From early testing, I recall that that g170-b40c256x2-s5095420928-d1229425124.bin should be stronger than g170-b30c320x2-s4824661760-d1229536699.bin even at equal playouts. It's both faster and smaller and stronger, there's no reason to use the 30-block network.
If you found the 30 block network as stronger, that might be due to playing too few games to accurately measure.
May be it's because the cache was bigger (6,2 and 6,4 GB memory usage during playing)? Anyway they are about the same in memory usage, speed and strength (see from http://rugo.ru/read.php?2,68490,8034238,page=21#msg-8034233)...
Katago v1.7.0 isn't stronger, than v1.6.1 (https://lifein19x19.com/viewtopic.php?f=18&t=13322&p=261980#p261980).
You are right, because v1.7.0 does not add any new features that affect strength, it mostly only adds things like CUDA 11 support and changes to the interface that make analysis tools much more flexible.

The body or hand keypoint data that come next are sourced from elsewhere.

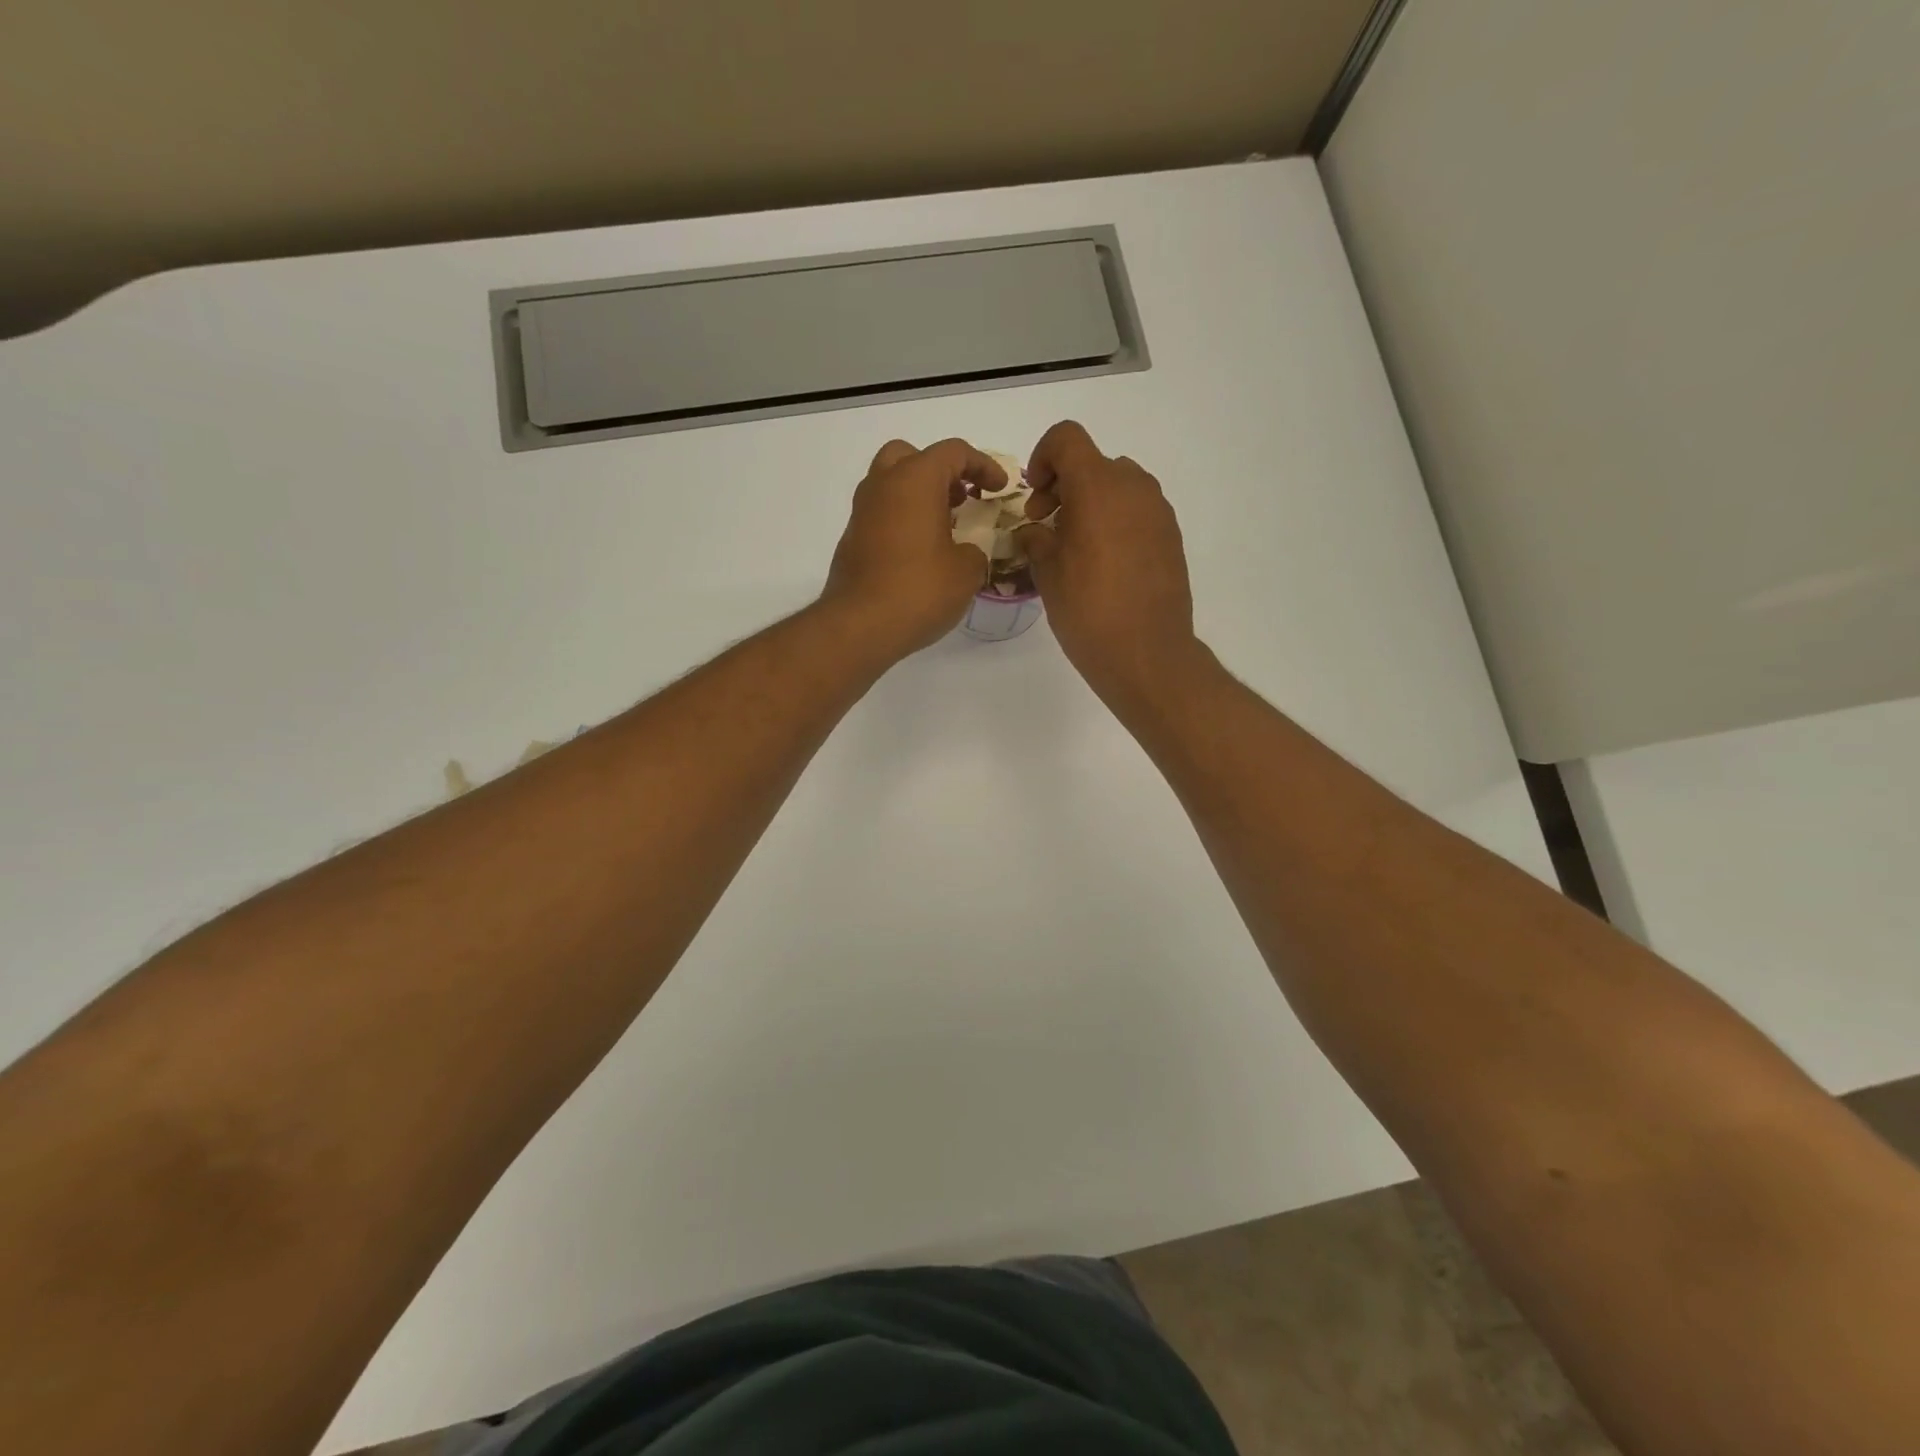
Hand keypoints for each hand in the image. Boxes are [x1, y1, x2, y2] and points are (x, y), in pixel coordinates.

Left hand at [822, 438, 999, 659]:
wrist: (859, 625)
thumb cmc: (919, 590)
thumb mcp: (966, 571)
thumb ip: (974, 551)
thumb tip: (964, 553)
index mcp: (915, 480)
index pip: (954, 452)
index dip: (983, 465)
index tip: (999, 489)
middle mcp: (883, 486)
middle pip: (910, 456)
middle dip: (939, 471)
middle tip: (961, 497)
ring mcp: (862, 512)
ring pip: (890, 484)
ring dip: (918, 496)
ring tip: (944, 526)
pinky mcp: (852, 540)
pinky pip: (881, 515)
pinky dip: (902, 520)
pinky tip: (920, 552)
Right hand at [1018, 421, 1199, 705]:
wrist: (1147, 653)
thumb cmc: (1088, 611)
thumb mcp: (1047, 574)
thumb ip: (1036, 539)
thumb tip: (1034, 531)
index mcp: (1098, 487)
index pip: (1067, 439)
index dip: (1043, 457)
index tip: (1035, 496)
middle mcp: (1133, 487)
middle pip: (1093, 463)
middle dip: (1065, 486)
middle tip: (1047, 526)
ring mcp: (1158, 511)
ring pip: (1118, 486)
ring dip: (1091, 503)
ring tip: (1076, 547)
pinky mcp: (1171, 536)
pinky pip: (1137, 511)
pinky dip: (1115, 521)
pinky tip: (1104, 564)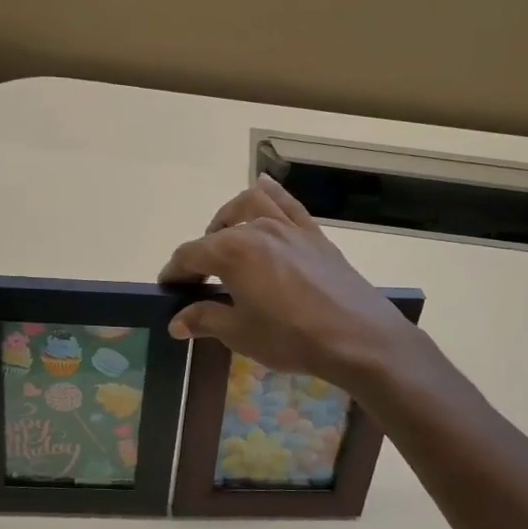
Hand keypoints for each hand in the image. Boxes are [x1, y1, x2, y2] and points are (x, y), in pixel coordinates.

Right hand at [158, 175, 423, 393]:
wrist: (358, 338)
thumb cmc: (291, 337)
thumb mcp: (240, 333)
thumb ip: (205, 320)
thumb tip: (176, 321)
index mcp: (232, 251)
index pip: (190, 255)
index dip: (175, 272)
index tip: (168, 288)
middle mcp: (257, 228)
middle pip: (217, 231)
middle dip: (201, 253)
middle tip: (199, 280)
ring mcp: (288, 227)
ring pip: (250, 203)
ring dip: (230, 218)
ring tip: (226, 240)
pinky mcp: (314, 234)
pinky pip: (287, 203)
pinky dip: (270, 194)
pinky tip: (262, 190)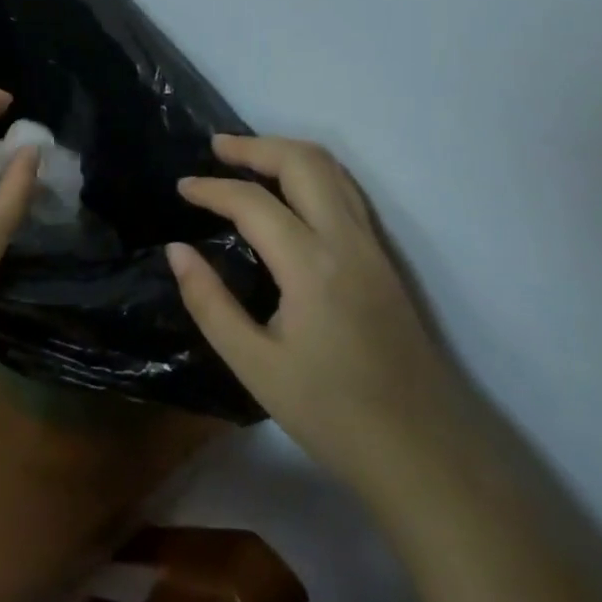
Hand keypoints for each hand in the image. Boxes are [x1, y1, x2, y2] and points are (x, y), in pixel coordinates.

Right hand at [169, 134, 465, 488]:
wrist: (425, 455)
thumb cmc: (332, 415)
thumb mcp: (255, 367)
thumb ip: (210, 302)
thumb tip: (177, 250)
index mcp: (311, 266)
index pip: (253, 202)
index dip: (212, 188)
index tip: (182, 188)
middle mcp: (347, 240)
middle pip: (303, 162)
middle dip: (255, 146)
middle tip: (216, 148)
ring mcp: (373, 246)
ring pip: (332, 170)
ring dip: (286, 152)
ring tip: (247, 158)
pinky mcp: (385, 259)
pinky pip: (347, 191)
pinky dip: (311, 173)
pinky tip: (290, 191)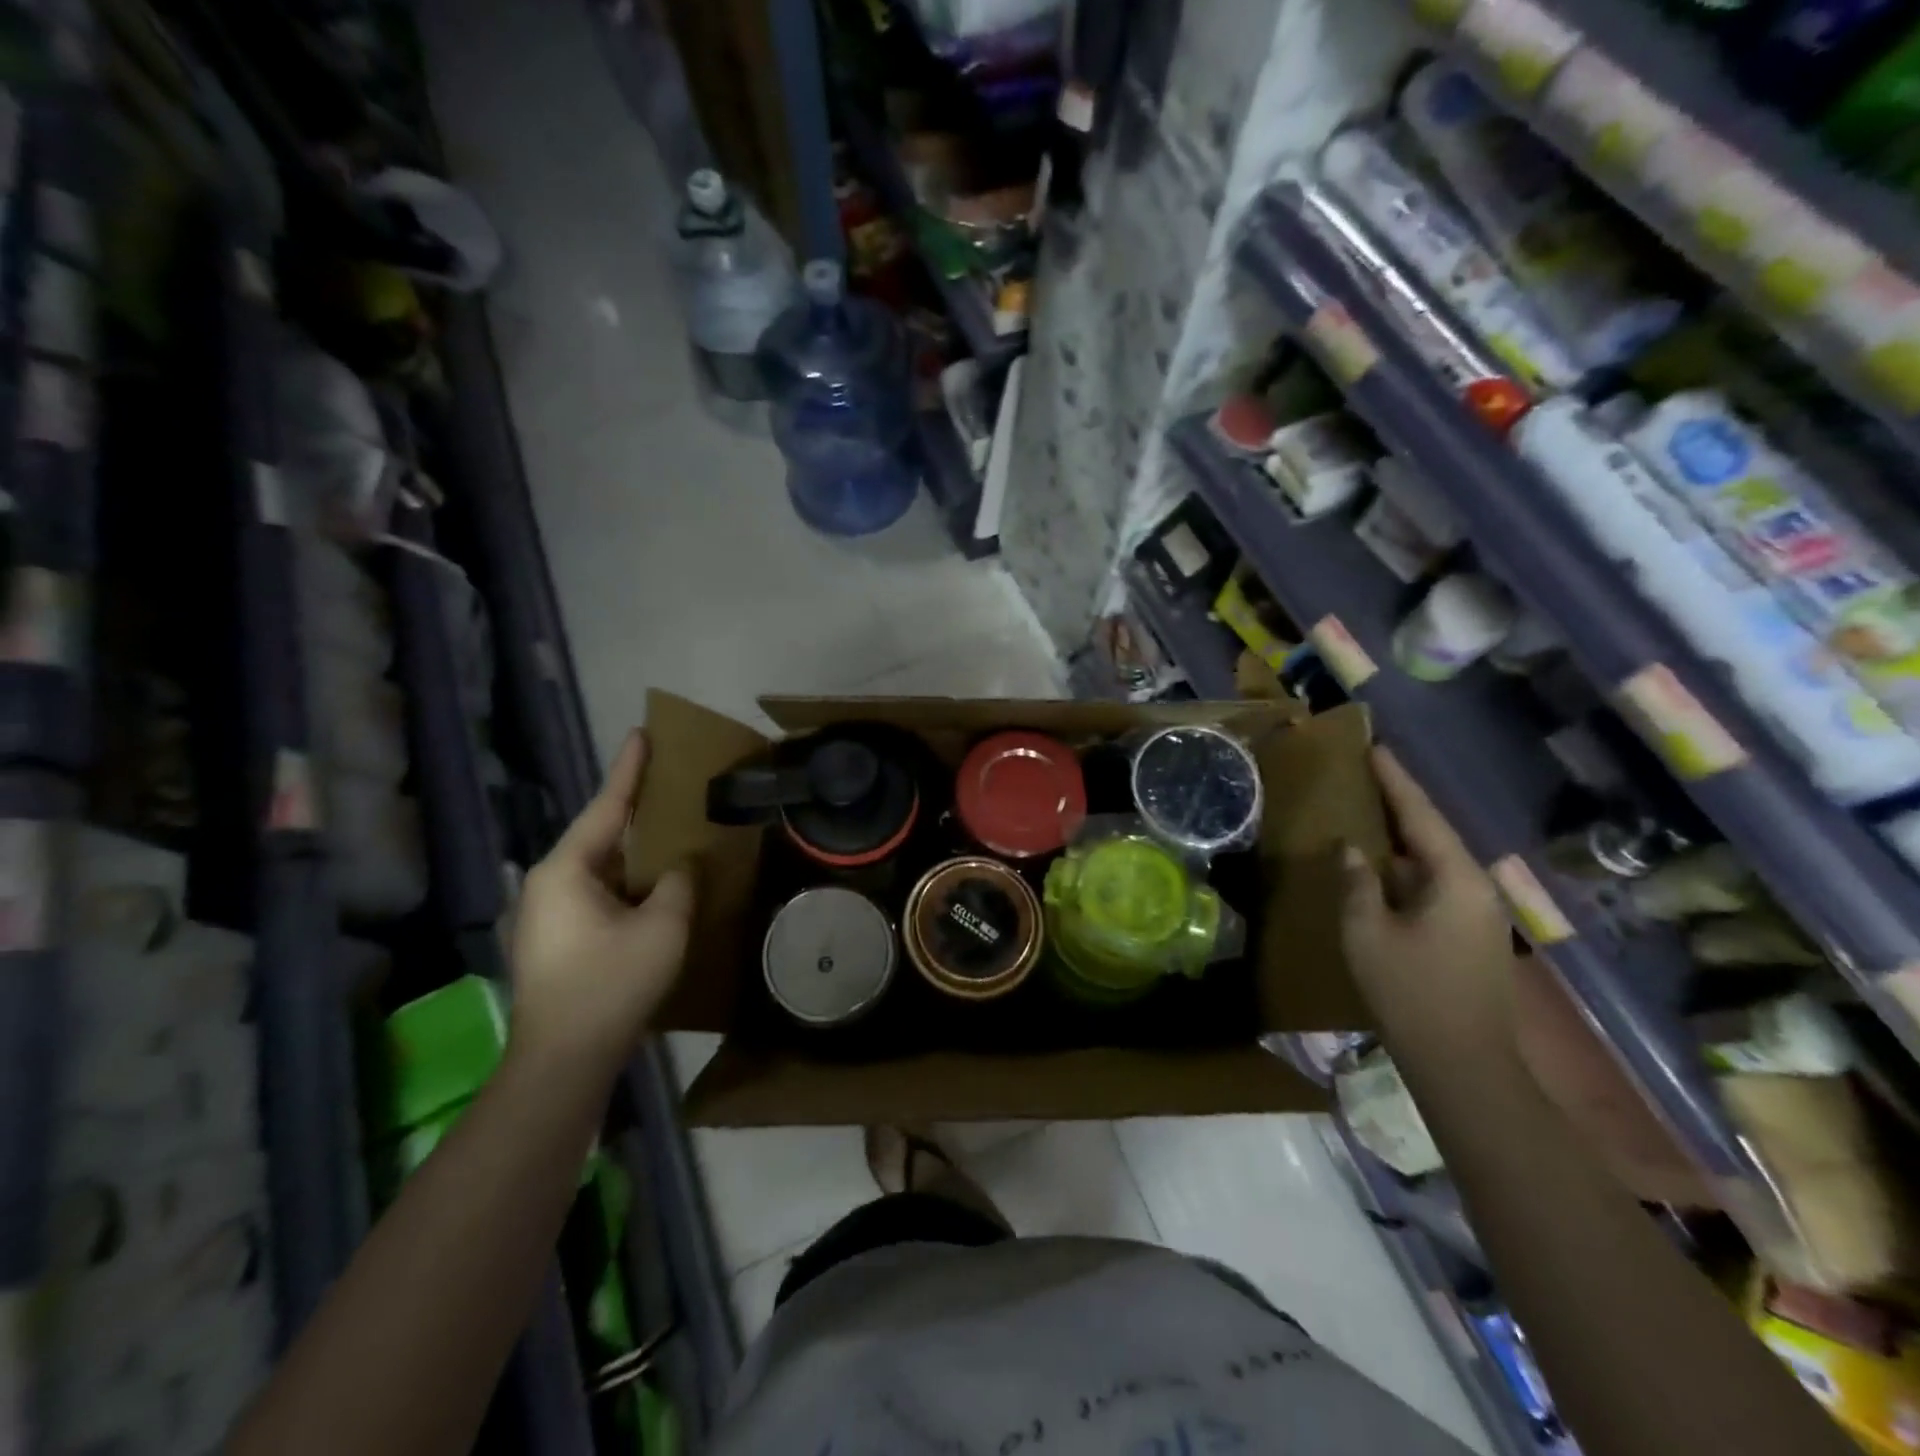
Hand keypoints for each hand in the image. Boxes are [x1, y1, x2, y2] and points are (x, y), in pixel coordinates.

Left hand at [508, 731, 693, 1076]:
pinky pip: (596, 895)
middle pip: (599, 836)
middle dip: (633, 813)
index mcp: (565, 871)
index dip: (628, 770)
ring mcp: (545, 916)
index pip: (606, 807)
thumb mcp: (663, 927)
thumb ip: (678, 883)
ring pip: (598, 869)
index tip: (641, 735)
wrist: (563, 1061)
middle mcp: (546, 885)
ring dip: (632, 855)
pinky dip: (625, 884)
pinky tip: (650, 889)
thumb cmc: (612, 984)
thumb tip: (680, 867)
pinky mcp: (553, 942)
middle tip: (666, 788)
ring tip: (666, 837)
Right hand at [1341, 746, 1514, 1035]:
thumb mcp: (1366, 932)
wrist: (1464, 1064)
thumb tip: (1352, 850)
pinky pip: (1436, 885)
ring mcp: (1479, 914)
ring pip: (1435, 861)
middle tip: (1369, 773)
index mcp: (1456, 879)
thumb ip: (1357, 883)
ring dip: (1403, 837)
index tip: (1375, 747)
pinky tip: (1382, 867)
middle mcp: (1476, 888)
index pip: (1421, 815)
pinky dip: (1408, 868)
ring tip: (1370, 812)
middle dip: (1401, 803)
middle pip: (1433, 833)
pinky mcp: (1472, 935)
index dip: (1396, 780)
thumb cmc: (1409, 992)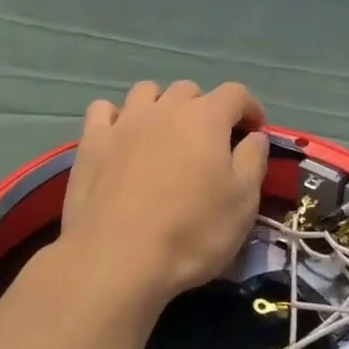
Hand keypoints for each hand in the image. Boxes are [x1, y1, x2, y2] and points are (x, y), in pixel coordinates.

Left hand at [60, 80, 269, 314]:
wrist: (116, 258)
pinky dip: (116, 117)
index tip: (256, 130)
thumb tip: (254, 135)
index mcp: (206, 118)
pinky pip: (103, 110)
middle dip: (204, 108)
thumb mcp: (243, 202)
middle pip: (189, 90)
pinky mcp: (92, 142)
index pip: (235, 93)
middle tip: (208, 142)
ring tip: (164, 134)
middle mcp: (165, 108)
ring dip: (161, 105)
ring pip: (146, 92)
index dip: (250, 107)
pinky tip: (120, 138)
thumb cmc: (191, 232)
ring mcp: (124, 122)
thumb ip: (253, 160)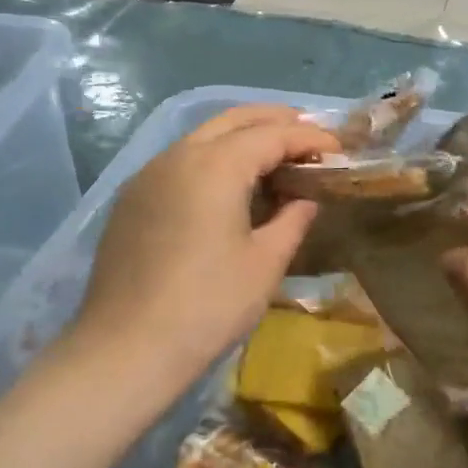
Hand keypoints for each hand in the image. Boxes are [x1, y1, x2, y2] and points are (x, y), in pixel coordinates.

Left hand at [65, 105, 337, 381]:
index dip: (310, 138)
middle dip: (275, 120)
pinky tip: (230, 187)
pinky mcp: (133, 200)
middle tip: (310, 137)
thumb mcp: (266, 262)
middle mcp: (178, 156)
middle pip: (233, 120)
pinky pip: (181, 161)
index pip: (272, 134)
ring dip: (243, 137)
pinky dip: (214, 158)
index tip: (340, 149)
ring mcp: (148, 176)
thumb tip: (305, 198)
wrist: (127, 348)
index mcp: (215, 166)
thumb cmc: (209, 305)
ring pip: (202, 136)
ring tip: (276, 158)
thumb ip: (293, 219)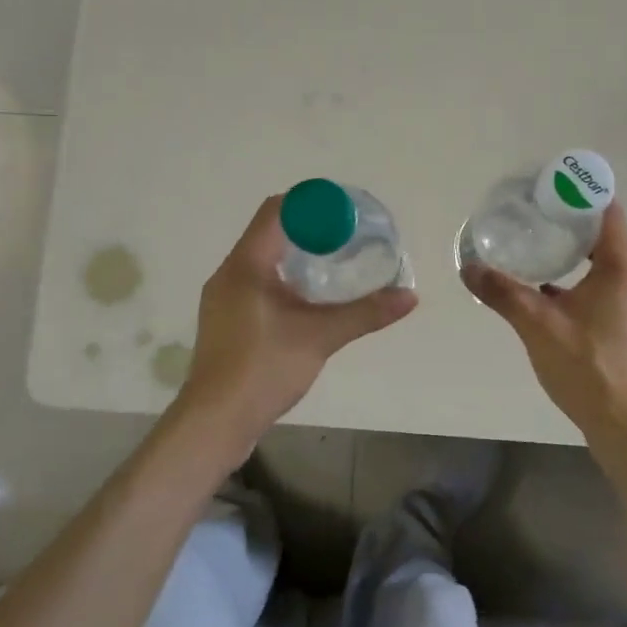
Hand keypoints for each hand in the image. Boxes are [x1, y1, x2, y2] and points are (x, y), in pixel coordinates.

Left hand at [180, 195, 417, 440]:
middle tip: (347, 237)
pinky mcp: (226, 321)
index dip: (311, 204)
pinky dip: (284, 279)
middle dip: (309, 229)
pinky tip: (308, 300)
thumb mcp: (320, 337)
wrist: (215, 422)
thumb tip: (410, 297)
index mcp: (245, 264)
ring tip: (333, 263)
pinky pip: (257, 283)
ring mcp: (223, 298)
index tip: (345, 212)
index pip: (276, 211)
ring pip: (262, 260)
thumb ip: (365, 313)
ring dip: (296, 255)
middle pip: (270, 232)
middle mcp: (229, 273)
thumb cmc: (263, 369)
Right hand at [463, 203, 626, 446]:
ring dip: (576, 253)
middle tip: (535, 214)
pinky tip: (549, 292)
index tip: (549, 186)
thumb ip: (503, 293)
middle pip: (607, 236)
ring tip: (539, 247)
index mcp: (622, 270)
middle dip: (572, 222)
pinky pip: (605, 289)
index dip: (580, 194)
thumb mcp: (538, 326)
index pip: (608, 212)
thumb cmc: (587, 368)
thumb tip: (469, 267)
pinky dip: (581, 281)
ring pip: (606, 265)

However if I understand your link correctly, you are right only by accident, because the number of games you've played is massively far too few to be reliable in determining that one version isn't stronger than another. Please be wary of drawing conclusions from such tiny numbers of games. For example in the past, I have absolutely have had genuinely stronger versions of a bot be losing more than winning even after 50 or 100 games, simply due to getting unlucky with statistical noise, before hundreds and even thousands more games finally showed (almost certainly) that the true winning chance was actually greater than 50% and that the version that was losing more at first was truly the stronger version.
Which of course means that even smaller numbers of games like 8 games, or 4 games, are definitely too few to make any reliable determinations of strength, beyond establishing that neither side is completely outright buggy and disastrously weaker (if the result wasn't entirely lopsided).
May it become Zero-like engine stronger by the other way, than neuronet training and computing process optimizing in general?
KataGo wins LeelaZero in all categories (https://lifein19x19.com/viewtopic.php?f=18&t=13322&p=263775#p263775).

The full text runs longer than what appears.